═════ INPUT ═════

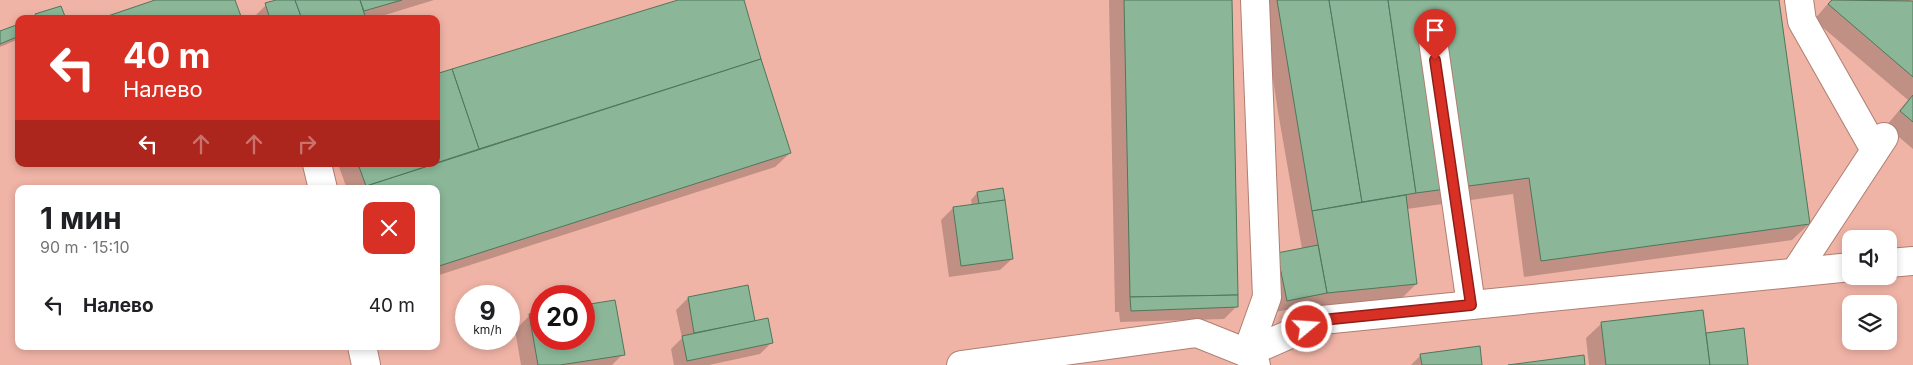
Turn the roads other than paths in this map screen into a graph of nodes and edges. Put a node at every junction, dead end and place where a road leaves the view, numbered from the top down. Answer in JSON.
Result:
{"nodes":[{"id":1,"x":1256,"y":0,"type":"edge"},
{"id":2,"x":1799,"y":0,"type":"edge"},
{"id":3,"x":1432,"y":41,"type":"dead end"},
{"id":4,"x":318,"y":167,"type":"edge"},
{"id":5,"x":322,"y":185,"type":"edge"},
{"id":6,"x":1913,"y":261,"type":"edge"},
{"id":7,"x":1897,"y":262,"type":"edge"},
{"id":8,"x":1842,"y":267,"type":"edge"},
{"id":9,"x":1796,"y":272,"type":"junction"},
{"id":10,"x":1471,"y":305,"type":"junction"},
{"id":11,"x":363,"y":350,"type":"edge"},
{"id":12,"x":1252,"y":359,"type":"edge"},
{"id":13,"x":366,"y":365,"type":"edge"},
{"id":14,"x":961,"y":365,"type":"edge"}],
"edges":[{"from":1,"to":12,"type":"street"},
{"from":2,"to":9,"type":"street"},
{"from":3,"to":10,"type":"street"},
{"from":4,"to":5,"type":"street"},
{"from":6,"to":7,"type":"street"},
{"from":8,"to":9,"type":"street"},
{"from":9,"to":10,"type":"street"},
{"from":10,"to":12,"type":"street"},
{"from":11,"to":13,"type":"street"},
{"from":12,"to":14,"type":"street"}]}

═════

**WHAT YOU ARE ASKED TO DO:** A word-for-word copy of the data above is needed, one that omits the pictures.

**RESULT:**
Turn the roads other than paths in this map screen into a graph of nodes and edges. Put a node at every junction, dead end and place where a road leaves the view, numbered from the top down. Answer in JSON.
Result:
{"nodes":[{"id":1,"x":1256,"y":0,"type":"edge"},
{"id":2,"x":1799,"y":0,"type":"edge"},
{"id":3,"x":1432,"y":41,"type":"dead end"},
{"id":4,"x":318,"y":167,"type":"edge"},
{"id":5,"x":322,"y":185,"type":"edge"},
{"id":6,"x":1913,"y":261,"type":"edge"},
{"id":7,"x":1897,"y":262,"type":"edge"},
{"id":8,"x":1842,"y":267,"type":"edge"},
{"id":9,"x":1796,"y":272,"type":"junction"},
{"id":10,"x":1471,"y":305,"type":"junction"},
{"id":11,"x":363,"y":350,"type":"edge"},
{"id":12,"x":1252,"y":359,"type":"edge"},
{"id":13,"x":366,"y":365,"type":"edge"},
{"id":14,"x":961,"y":365,"type":"edge"}],
"edges":[{"from":1,"to":12,"type":"street"},
{"from":2,"to":9,"type":"street"},
{"from":3,"to":10,"type":"street"},
{"from":4,"to":5,"type":"street"},
{"from":6,"to":7,"type":"street"},
{"from":8,"to":9,"type":"street"},
{"from":9,"to":10,"type":"street"},
{"from":10,"to":12,"type":"street"},
{"from":11,"to":13,"type":"street"},
{"from":12,"to":14,"type":"street"}]}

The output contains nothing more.